Investors are feeling the fallout in a number of ways. For one, several funds have failed to launch this year, simply because they couldn't find seed capital; other launches have been delayed. And even those funds that have launched have done so with the absolute bare minimum of assets—typically just $2.5 million or so. Data show that funds with fewer assets tend to have wider spreads, and the spreads on these new ETFs have been significant.
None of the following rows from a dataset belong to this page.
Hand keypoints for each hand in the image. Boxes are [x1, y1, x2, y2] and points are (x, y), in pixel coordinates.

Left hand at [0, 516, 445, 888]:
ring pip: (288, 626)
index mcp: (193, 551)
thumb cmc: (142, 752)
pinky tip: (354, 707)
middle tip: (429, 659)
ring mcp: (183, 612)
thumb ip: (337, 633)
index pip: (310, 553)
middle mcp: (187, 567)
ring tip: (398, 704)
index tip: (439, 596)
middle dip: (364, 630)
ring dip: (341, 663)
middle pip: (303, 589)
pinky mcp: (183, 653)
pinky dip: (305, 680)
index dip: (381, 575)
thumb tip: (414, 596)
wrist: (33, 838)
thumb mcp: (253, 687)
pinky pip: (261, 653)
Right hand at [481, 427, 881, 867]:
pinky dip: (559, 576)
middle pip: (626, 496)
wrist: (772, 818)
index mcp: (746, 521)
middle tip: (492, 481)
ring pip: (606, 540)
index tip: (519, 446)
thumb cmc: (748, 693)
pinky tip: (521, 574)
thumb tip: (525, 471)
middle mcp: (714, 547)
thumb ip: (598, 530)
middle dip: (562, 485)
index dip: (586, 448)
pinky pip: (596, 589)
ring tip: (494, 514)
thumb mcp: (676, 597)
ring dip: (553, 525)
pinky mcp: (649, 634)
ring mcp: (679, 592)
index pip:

It's a nasty feedback cycle. The lack of seed capital stifles innovation among ETF issuers, so fewer new funds come to market. Those funds that do come to market have high spreads, which makes it hard for them to attract assets. Because new funds aren't attracting assets, specialists are reluctant to commit seed capital in the future.

It's a big problem for the ETF industry, and MacroShares thinks it may have the solution.

The MacroShares Model

MacroShares is planning to launch its new house-price ETFs using a unique "open IPO" process. Rather than having specialists provide seed capital, MacroShares will allow broker-dealers—any broker-dealer who registers with MacroShares—to sell shares directly to investors prior to the launch. Those underwriters will be compensated in two ways:

1. Investors will be charged a per-share commission of 0.4% to 1.8% depending on the number of shares sold, which will be paid to the broker-dealer.

2. Broker-dealers will receive a pro-rata portion of the total expenses paid to the fund forever.

It remains to be seen if the MacroShares program will work. The IPO was originally supposed to run from Nov. 3–Nov. 17. That was postponed "due to market conditions," and some wondered if there simply wasn't enough demand. MacroShares’ Chief Executive Sam Masucci shrugged that off, telling ETFR that it saw demand for $250 million–$500 million.

The latest indication, according to a recent IU.com interview with the company, is that the auction’s excepted to come sometime in April. But Masucci cautioned that such a rough estimate was tied to the SEC’s giving the funds a green light. (See related story here.)

But at a time when many ETFs are struggling to find any seed capital at all, the MacroShares approach at least offers an interesting alternative.